Iran eyes challenging stock market reopening after lengthy war closure
Summary
Iran’s stock market will reopen this week after being closed for 80 days due to the recent war with the United States and Israel. The reopening aims to help assess the country’s economic situation, investor confidence, and market activity despite ongoing sanctions and economic challenges.Key Facts
- The Tehran Stock Exchange was closed on February 28 following missile attacks by the US and Israel.
- Trading will resume for shares, equity funds, and related financial products on Tuesday and Wednesday before the Iranian weekend.
- Market hours will be extended by one hour to allow major firms to release important information about war impacts and shareholder meetings.
- The closure was intended to protect investors and reduce rushed selling but caused trapped investments and reduced market trust.
- Before closure, the main index TEDPIX fell from a peak of nearly 4.5 million points to about 3.7 million points due to protests, internet shutdown, and war fears.

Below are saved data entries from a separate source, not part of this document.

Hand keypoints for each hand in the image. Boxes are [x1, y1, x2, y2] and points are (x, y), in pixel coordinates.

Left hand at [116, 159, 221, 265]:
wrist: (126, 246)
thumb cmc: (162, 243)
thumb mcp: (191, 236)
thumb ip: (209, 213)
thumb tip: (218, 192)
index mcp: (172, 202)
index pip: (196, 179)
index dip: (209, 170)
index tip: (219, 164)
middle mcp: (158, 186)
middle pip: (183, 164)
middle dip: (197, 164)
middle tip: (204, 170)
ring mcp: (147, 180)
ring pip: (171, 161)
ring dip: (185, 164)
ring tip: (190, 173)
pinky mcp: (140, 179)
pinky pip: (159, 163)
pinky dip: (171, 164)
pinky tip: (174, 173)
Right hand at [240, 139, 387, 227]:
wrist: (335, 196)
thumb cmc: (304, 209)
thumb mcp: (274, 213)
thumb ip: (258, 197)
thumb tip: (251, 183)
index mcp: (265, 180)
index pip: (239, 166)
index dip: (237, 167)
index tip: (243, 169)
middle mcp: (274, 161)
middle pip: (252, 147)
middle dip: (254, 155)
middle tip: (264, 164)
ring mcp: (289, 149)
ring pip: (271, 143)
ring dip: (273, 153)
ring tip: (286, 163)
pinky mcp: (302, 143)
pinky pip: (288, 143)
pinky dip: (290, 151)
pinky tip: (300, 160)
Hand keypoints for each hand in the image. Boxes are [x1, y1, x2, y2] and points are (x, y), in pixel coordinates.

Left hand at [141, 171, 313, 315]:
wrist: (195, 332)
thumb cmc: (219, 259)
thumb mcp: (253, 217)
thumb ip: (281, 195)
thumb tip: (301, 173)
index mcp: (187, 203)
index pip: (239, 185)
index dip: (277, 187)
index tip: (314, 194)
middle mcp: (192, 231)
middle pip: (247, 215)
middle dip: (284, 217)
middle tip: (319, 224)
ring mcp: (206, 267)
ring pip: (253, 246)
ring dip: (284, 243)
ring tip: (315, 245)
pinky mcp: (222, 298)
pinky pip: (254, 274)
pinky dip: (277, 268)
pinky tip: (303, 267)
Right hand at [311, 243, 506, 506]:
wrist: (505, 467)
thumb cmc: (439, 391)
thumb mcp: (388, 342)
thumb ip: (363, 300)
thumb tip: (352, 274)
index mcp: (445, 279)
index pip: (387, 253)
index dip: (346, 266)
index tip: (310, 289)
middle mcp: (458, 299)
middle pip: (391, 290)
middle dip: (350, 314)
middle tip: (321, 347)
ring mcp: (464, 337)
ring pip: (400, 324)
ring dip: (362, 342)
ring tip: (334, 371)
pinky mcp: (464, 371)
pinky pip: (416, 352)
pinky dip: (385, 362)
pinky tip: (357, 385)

- Many Iranians prefer holding savings in foreign currency, gold, or real estate rather than investing in the stock market.
- Iran's economy faces high inflation and sanctions, with the Central Bank printing money to cover budget shortfalls, worsening inflation.
- Firms will be classified into three groups based on the war’s impact for disclosure: directly damaged, indirectly affected, and affected by general conditions.